Silvicultural research requirements of the South African commercial forestry industry: A qualitative assessment through stakeholder consultation

Authors
Rietz DN, Ackerman SA, Titshall LW
Publication Type
Bulletin
Publication Year
2015
Source
03-2015

The pressure on reducing the cost of delivered wood in the South African commercial forestry industry has resulted in changes to the way in which many silvicultural operations are performed. These changes often include the re-prioritisation of various aspects of silviculture, the reduction in the number of operations, and the increased efficiency of operations, which may include a level of mechanisation.
Previous silvicultural recommendations were developed for a more manual and labour intensive industry and may therefore either require review or new research to ensure they remain relevant. The objective of this study was to prioritise the silvicultural information and research needs of the South African commercial forestry sector through stakeholder consultations.
Key individuals within forestry companies, timber producing regimes and areas (north and south of the summer rainfall region), were interviewed in a structured manner, including discussion on all aspects of silviculture, and the perceived need for research in those areas. Additional comments or discussion were also noted.

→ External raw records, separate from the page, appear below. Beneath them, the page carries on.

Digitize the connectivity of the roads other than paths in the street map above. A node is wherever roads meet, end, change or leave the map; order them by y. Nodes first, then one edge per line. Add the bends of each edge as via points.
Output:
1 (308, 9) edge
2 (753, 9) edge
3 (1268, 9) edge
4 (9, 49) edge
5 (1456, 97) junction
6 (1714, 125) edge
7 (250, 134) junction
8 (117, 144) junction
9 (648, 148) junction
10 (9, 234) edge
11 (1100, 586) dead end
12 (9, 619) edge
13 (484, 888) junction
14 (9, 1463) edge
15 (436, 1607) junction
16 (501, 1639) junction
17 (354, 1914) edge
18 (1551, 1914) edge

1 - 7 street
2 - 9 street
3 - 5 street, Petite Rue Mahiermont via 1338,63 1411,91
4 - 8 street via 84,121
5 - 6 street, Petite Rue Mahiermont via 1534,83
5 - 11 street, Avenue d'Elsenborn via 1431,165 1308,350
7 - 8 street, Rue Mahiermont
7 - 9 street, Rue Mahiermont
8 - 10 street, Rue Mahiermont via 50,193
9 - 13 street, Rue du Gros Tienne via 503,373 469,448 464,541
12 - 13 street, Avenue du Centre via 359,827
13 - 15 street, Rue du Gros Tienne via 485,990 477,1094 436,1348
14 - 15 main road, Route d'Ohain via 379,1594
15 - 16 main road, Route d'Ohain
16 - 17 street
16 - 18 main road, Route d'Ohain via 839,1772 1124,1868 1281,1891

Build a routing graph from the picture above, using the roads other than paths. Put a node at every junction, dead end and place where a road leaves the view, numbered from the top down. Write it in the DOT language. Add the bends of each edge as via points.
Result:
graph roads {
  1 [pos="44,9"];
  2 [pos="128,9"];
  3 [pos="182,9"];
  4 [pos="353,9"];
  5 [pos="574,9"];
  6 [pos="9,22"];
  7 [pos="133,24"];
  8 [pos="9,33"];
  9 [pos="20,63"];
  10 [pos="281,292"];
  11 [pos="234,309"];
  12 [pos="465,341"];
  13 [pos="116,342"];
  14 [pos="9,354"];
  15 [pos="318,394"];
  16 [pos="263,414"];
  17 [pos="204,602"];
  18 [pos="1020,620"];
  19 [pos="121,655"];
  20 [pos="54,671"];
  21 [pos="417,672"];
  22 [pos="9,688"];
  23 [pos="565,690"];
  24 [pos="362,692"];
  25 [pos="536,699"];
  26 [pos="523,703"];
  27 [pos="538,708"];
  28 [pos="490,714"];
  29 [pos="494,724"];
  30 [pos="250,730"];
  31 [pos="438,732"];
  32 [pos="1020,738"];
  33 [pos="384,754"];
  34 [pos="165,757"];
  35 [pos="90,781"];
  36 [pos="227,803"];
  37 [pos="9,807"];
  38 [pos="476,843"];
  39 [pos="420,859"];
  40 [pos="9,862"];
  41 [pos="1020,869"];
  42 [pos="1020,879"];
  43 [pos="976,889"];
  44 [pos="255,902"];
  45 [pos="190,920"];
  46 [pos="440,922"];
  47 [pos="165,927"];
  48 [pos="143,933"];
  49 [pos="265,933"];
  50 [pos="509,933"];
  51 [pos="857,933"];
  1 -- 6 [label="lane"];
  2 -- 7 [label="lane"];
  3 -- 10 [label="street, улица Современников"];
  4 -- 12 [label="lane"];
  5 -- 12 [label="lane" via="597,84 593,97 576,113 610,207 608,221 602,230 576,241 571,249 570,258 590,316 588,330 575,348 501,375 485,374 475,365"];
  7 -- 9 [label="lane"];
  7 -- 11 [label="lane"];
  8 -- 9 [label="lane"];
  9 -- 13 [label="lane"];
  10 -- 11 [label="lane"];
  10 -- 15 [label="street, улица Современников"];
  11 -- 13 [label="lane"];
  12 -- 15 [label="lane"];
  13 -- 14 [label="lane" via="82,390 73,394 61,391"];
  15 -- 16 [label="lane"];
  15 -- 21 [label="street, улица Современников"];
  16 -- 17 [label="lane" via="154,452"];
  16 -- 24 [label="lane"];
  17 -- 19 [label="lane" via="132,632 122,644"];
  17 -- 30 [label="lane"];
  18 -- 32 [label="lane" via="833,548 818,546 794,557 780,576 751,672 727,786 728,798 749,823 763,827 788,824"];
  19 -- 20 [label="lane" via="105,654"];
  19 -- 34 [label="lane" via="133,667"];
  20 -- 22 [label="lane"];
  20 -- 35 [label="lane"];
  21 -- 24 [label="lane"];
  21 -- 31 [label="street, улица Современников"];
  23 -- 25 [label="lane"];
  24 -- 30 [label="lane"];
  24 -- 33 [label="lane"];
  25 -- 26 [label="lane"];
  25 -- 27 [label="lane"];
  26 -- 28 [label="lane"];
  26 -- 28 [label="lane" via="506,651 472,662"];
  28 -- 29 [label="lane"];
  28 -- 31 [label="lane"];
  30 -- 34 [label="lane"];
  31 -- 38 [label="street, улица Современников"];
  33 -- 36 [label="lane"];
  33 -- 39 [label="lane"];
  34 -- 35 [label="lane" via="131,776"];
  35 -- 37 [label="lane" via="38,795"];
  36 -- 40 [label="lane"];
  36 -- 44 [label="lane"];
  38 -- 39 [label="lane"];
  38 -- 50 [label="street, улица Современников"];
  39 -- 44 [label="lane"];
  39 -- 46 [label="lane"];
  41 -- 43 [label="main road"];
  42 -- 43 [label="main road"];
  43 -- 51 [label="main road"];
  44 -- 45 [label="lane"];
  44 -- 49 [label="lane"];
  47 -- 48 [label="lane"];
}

After the interview process, responses were collated according to commonality of concerns and needs (across the surveyed companies). The highest priority areas requiring review or research across the industry were those of tree spacing, planting layout and fire prevention. These were followed by harvest residue management (principally determining the negative impacts of burning and possible sustainable alternatives), chemicals (i.e. pesticides and herbicides) that meet the Forestry Stewardship Council (FSC) standards, the interaction between management and pests and diseases, and issues pertaining to pitting (the effect of different semi-mechanised or mechanised pitting heads, as well as the length of time between pitting and planting and the effect on pit quality).